Exercise details – Return a copy of every line in the records that includes the word "lane".

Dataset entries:
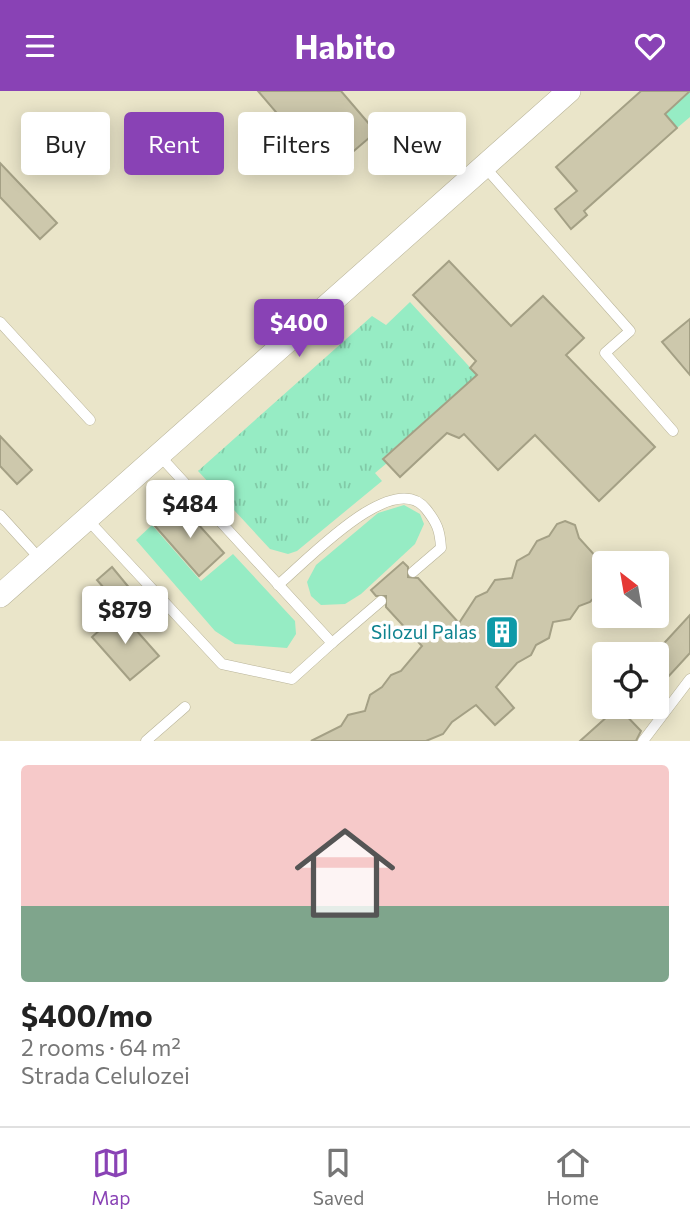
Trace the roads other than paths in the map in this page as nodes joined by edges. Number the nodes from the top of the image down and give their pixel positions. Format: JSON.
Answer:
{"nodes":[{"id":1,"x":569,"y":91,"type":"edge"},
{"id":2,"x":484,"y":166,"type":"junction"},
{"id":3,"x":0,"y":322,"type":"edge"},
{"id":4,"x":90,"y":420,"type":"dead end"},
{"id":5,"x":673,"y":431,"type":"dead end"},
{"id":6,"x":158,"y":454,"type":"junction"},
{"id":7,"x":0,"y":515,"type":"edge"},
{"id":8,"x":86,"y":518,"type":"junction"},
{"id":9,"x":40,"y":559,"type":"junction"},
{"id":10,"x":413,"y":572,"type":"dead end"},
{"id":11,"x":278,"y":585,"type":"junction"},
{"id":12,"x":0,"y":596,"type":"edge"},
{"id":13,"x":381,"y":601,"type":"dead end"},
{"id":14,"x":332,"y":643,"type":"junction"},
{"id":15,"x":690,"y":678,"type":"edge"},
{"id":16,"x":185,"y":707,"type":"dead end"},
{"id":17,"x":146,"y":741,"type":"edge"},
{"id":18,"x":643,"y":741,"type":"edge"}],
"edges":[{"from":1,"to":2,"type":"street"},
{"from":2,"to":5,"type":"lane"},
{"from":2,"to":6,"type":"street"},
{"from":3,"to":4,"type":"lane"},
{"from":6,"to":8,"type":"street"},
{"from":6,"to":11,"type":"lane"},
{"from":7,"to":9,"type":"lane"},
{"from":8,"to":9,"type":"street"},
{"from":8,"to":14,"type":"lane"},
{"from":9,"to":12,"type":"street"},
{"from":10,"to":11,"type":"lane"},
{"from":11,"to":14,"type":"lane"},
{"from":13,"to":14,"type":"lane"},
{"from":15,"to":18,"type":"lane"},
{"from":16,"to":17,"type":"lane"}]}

Exercise answer –
{"from":2,"to":5,"type":"lane"},
{"from":3,"to":4,"type":"lane"},
{"from":6,"to":11,"type":"lane"},
{"from":7,"to":9,"type":"lane"},
{"from":8,"to":14,"type":"lane"},
{"from":10,"to":11,"type":"lane"},
{"from":11,"to":14,"type":"lane"},
{"from":13,"to":14,"type":"lane"},
{"from":15,"to":18,"type":"lane"},
{"from":16,"to":17,"type":"lane"}]}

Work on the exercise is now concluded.